L’édito de Diane Lisarelli
Vous êtes beau, vous êtes bronzé, vous êtes à l’étranger. Vous vous baladez tranquillement dans une rue inconnue quand soudain vous surprend “un air de déjà-vu”. Anomalie temporaire du système neuronal ? Cryptomnésie ? Réminiscence d’existences antérieures ? Ou souvenir fugace de rêves prémonitoires ? Non. Juste un constat : celle du puissant mouvement d’uniformisation à l’œuvre à travers le monde. C’est lui qui, de Los Angeles à Berlin en passant par Paris, Londres ou Varsovie, vous permet de déguster d’excellents cafés fraîchement torréfiés dans des établissements à la décoration similaires – mais revendiquant leur singularité.
{"type":"Pave-Haut2-Desktop"}
Est-il déjà arrivé que des villes si éloignées tendent à ce point à se ressembler ? Oui, vous répondront quelques esprits savants en vous renvoyant au “temps béni des colonies”, celui où, par exemple, les Allemands construisaient des maisons à colombages au Brésil.
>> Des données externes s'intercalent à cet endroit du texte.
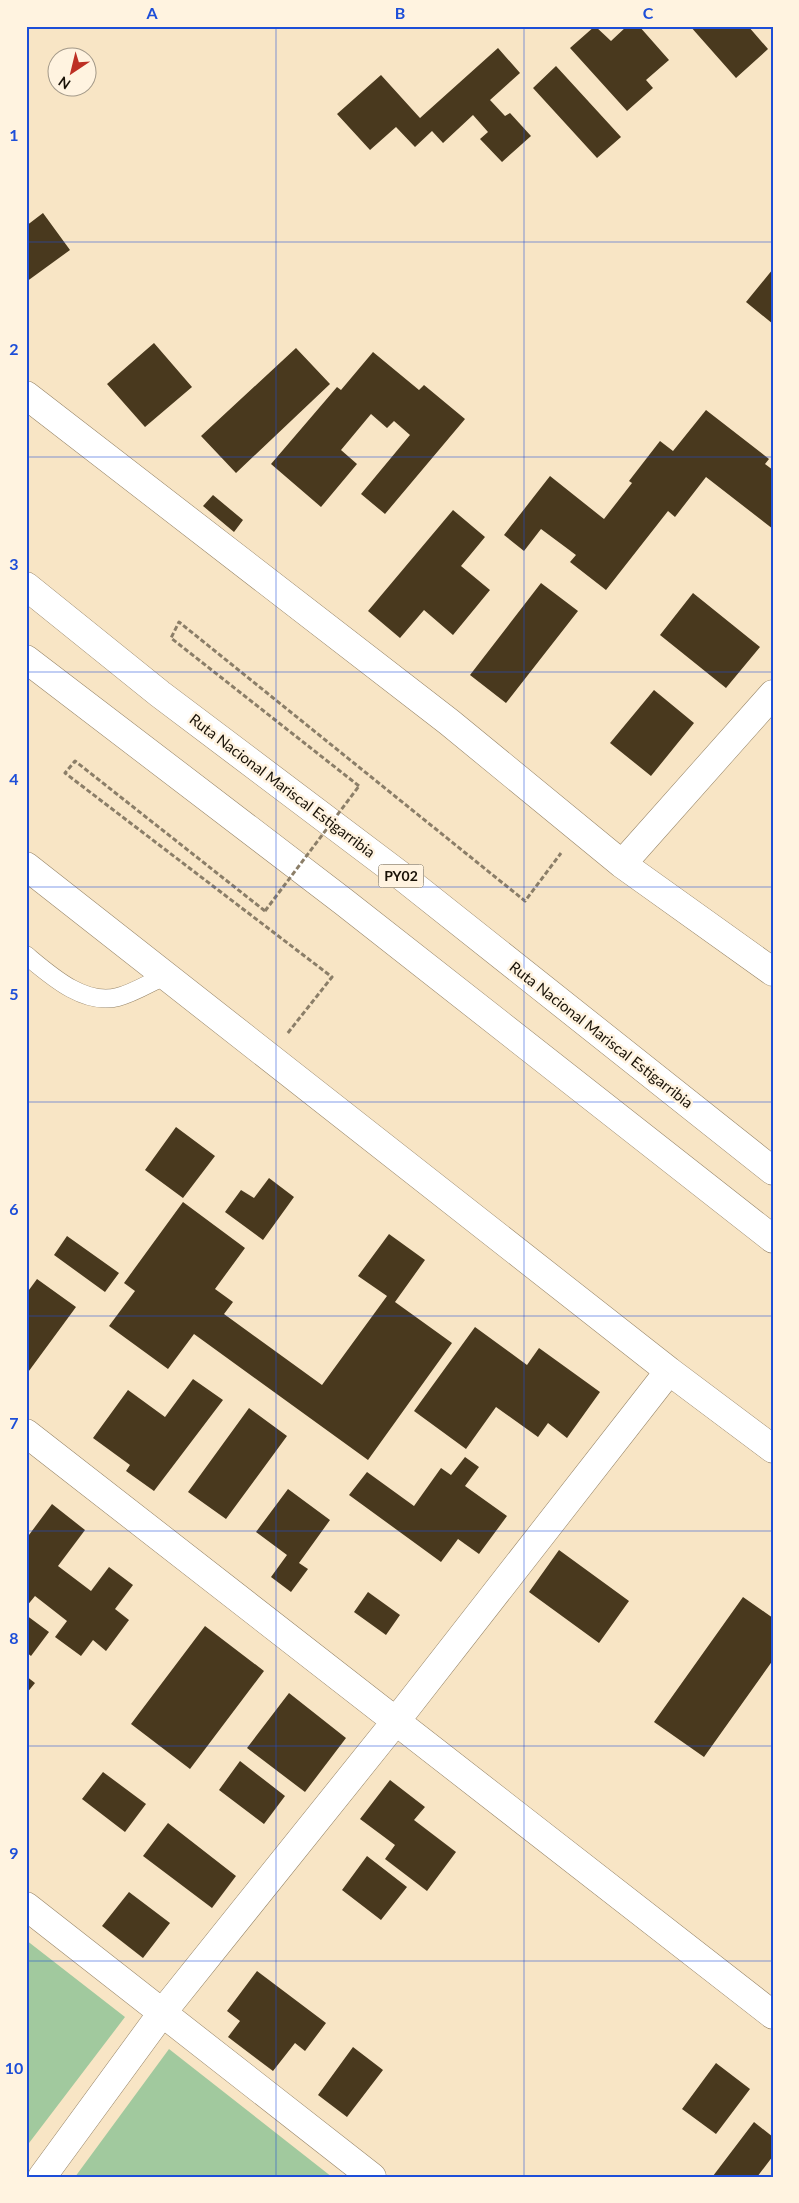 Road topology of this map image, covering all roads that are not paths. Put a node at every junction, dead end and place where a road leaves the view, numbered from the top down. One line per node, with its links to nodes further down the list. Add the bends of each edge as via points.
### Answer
1 (26, 395): 5 (main road, via 449,722)
2 (26, 586): 10 (main road, Ruta Nacional Mariscal Estigarribia / PY02, via 160,694 404,878)
3 (26, 659): 11 (main road, via 344,902)
4 (773, 694): 5 (main road)
5 (622, 864): 8 (main road)
6 (26, 866): 9 (main road)
7 (26, 956): 9 (lane, via 58,980 92,998 117,998)
8 (773, 972)
9 (167, 975): 12 (main road)
10 (773, 1171)
11 (773, 1239)
12 (669, 1371): 14 (main road); 15 (main road)
13 (26, 1433): 15 (main road)
14 (773, 1449)
15 (396, 1721): 17 (main road); 18 (main road)
16 (26, 1906): 17 (main road)
17 (162, 2013): 19 (main road); 20 (main road)
18 (773, 2015)
19 (42, 2177)
20 (372, 2177)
Qu’en est-il aujourd’hui alors que dans certains quartiers jusque-là populaires s’ouvre une foule d’échoppes branchées bien souvent calquées sur un même modèle (le commerce brooklynite)… Et qui font du même coup grimper le prix du mètre carré ?
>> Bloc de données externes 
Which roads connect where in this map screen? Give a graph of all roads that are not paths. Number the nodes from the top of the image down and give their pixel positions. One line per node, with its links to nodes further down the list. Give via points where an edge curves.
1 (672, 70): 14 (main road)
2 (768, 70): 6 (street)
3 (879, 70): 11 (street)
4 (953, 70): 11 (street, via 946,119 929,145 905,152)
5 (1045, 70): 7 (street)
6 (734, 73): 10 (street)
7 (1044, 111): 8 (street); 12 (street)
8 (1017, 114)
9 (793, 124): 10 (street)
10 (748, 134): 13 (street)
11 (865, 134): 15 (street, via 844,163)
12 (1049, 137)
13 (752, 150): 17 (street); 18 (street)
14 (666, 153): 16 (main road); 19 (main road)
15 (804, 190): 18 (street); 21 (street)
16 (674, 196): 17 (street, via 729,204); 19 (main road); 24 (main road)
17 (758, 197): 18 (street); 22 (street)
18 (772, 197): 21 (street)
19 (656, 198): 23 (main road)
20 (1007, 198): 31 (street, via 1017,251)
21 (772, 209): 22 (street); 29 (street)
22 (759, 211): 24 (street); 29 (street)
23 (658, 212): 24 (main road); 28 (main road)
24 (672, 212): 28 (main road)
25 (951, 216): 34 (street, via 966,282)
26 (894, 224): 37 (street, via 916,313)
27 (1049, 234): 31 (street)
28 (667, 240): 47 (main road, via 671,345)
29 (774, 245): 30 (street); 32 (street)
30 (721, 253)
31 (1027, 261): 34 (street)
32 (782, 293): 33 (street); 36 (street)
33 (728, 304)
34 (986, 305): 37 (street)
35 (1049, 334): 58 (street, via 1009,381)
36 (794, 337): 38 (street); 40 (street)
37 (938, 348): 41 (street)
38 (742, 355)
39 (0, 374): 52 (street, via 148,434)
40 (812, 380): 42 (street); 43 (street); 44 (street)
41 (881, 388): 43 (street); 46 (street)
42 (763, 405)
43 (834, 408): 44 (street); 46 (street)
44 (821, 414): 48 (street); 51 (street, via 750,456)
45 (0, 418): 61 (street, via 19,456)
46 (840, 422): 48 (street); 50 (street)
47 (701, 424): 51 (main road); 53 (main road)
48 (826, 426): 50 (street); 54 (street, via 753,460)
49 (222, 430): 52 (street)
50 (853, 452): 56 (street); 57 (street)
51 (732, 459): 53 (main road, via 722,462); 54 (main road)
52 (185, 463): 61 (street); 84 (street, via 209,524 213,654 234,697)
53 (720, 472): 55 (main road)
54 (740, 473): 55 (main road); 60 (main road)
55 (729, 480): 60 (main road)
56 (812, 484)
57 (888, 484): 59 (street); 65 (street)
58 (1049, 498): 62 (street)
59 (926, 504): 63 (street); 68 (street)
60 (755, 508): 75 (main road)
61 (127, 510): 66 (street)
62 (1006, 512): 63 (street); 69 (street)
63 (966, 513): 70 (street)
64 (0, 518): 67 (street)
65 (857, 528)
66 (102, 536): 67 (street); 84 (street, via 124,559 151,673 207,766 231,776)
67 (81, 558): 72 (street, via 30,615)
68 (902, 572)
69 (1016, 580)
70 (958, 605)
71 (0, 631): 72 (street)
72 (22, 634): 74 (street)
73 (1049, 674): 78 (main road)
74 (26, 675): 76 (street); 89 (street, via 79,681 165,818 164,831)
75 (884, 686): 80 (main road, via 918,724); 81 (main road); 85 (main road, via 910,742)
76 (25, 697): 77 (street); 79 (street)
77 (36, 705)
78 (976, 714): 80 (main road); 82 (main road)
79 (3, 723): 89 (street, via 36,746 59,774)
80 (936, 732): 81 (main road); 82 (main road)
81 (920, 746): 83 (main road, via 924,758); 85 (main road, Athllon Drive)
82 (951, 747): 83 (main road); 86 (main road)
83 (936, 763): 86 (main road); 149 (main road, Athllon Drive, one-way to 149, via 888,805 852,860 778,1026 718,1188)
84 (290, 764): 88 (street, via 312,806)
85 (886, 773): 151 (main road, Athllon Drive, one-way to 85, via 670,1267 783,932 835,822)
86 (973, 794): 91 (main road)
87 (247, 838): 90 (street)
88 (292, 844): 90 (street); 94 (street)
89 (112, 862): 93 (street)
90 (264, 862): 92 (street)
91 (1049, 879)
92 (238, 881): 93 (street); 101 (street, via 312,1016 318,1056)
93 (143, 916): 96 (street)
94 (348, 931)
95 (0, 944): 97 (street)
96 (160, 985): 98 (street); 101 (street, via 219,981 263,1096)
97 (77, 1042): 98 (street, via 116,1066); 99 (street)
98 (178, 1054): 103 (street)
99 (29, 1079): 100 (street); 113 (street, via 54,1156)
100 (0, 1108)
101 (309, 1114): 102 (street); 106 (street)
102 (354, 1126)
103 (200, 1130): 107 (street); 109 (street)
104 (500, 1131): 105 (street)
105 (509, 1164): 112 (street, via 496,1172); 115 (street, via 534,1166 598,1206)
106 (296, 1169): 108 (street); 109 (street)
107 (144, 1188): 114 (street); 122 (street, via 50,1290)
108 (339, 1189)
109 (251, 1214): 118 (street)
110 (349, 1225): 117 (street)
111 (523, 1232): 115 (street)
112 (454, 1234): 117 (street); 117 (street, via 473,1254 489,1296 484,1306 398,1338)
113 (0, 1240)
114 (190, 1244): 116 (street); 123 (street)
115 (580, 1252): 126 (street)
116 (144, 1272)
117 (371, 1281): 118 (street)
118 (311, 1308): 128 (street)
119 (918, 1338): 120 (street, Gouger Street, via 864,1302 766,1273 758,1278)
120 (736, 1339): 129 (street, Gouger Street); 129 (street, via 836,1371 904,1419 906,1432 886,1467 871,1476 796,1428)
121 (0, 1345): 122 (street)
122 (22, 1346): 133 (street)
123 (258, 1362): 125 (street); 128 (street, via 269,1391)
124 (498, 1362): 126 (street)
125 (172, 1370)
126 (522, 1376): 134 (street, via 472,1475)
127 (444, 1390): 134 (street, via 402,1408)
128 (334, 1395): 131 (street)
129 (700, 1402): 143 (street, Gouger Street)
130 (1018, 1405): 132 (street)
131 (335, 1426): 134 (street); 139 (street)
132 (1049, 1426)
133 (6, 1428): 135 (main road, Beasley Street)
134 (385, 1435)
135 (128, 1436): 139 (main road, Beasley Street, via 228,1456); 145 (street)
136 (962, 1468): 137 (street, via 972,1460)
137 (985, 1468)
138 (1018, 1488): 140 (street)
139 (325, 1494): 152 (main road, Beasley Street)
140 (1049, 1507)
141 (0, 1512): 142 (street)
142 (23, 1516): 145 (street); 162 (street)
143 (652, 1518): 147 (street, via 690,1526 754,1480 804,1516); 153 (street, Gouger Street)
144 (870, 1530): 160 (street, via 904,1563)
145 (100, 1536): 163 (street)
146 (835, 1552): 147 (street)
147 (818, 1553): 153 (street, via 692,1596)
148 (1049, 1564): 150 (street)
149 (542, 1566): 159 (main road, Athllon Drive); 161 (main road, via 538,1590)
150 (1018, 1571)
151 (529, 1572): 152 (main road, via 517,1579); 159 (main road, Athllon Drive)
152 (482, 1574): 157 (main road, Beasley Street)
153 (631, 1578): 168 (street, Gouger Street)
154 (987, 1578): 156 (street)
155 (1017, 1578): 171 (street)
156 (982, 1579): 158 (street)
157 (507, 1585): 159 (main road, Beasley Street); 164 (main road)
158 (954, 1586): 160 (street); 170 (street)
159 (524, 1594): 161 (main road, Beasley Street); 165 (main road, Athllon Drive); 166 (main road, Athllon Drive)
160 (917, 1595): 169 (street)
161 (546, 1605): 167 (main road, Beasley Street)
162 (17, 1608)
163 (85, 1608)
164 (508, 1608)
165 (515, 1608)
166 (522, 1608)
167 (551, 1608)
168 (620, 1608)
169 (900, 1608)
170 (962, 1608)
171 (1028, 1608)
Force est de le constater : en 2015, une des figures de la gentrification possède une barbe et un petit bonnet retroussé. Son cœur a beau être français, allemand, anglais ou new-yorkais, son QG, lui, est international. Maniant à merveille l’image, il impose et exporte ses codes là où il décide de (se) poser. Peur sur la ville ! En bas de la rue, l’épicerie pourrie a été remplacée par un bar à jus healthy ! Doit-on s’en réjouir ou s’en désoler ? La transformation très “photogénique” de certains quartiers est-elle un progrès ? Un moteur de mixité ?
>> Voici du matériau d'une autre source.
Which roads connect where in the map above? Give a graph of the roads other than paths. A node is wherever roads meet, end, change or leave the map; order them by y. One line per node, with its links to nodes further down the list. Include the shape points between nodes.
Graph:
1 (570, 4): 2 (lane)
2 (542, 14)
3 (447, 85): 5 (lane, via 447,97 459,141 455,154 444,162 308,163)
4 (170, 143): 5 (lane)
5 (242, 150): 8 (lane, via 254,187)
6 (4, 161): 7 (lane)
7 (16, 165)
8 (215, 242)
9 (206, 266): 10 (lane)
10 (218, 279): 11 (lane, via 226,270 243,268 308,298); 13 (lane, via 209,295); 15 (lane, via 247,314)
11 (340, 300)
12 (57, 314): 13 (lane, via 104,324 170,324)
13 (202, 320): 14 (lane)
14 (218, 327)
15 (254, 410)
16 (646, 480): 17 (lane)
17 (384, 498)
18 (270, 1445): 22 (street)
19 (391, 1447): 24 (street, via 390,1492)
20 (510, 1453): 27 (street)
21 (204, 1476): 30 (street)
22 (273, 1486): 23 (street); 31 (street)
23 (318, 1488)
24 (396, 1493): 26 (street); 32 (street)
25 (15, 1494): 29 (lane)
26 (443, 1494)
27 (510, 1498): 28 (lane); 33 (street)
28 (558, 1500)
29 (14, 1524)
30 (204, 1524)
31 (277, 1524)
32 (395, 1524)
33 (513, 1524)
>> Lire aussi: notre dossier sur la gentrification, hipsters sur la ville
Et qu’en est-il de ces populations que la ville repousse chaque année ? Parmi les responsables désignés : le hipster. Fils illégitime du bobo et du branché, il est un monstre médiatique dont le profil sociologique reste bien difficile à cerner. Dès lors, cet acteur gesticulant du processus de construction et déconstruction permanente qu’est la ville porte-t-il seul sur ses épaules couvertes d’un chandail vintage le poids de la métamorphose de nos quartiers ?
Peut-être lirez-vous ce papier en dégustant un café latte, votre MacBook ouvert à côté de vous sur cette table en bois patiné, tranquillement installé dans ce nouveau petit troquet. Pire : peut-être venez-vous de réaliser que ce hipster qui vous fixait méchamment depuis tout à l’heure à travers cette vitre d’atelier n’était autre que votre reflet dans un miroir chiné. Pas d’inquiétude : pour vous rassurer, dites-vous que la position la plus inconfortable est bien celle de l’auteur de cet édito. De ce petit texte qui ouvre laborieusement un magazine que l’on a bien souvent étiqueté (à tort ?) “bobo” et “branché”.
Tant pis, donc, si certains esprits chagrins crieront à l’ironie. Il n’est pas question ici d’initier une séance d’autoflagellation ni même de soutenir une thèse de sociologie (sans dec). Juste l’occasion de soulever quelques questions importantes (le logement, les transformations de la géographie sociale des villes, les rapports de cohabitation entre groupes sociaux, etc.) pour ensuite, si le cœur vous en dit, les approfondir avec les ouvrages des chercheurs interrogés dans ce dossier.
En attendant, trois petites choses pour vous consoler : vous êtes beau, vous êtes bronzé et ces carreaux de ciment vont finalement aussi très bien dans votre salle de bains.